» **Data records**
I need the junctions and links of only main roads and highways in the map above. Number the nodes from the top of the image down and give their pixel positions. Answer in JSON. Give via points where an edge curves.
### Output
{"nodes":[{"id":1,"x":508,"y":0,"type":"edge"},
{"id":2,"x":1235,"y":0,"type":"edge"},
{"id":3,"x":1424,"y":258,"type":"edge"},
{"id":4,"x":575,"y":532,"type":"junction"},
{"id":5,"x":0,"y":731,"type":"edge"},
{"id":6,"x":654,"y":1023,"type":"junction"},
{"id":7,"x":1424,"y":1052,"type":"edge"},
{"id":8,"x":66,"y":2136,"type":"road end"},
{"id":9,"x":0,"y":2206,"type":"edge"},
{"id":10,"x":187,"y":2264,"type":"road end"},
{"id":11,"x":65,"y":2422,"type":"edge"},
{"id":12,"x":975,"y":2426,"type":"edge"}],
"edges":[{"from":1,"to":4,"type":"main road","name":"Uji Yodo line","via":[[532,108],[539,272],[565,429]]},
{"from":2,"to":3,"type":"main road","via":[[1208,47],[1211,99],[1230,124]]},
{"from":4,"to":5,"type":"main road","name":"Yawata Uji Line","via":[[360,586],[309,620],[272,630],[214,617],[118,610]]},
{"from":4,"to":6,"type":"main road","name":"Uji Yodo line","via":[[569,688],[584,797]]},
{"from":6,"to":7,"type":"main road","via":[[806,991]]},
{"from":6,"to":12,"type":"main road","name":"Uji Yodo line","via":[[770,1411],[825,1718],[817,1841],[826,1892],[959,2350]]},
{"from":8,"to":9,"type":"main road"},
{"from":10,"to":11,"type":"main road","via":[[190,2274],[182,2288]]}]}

» **Your goal**
Report, as a bare number, how many lines above contain the string "Yodo".

» **Response below**
3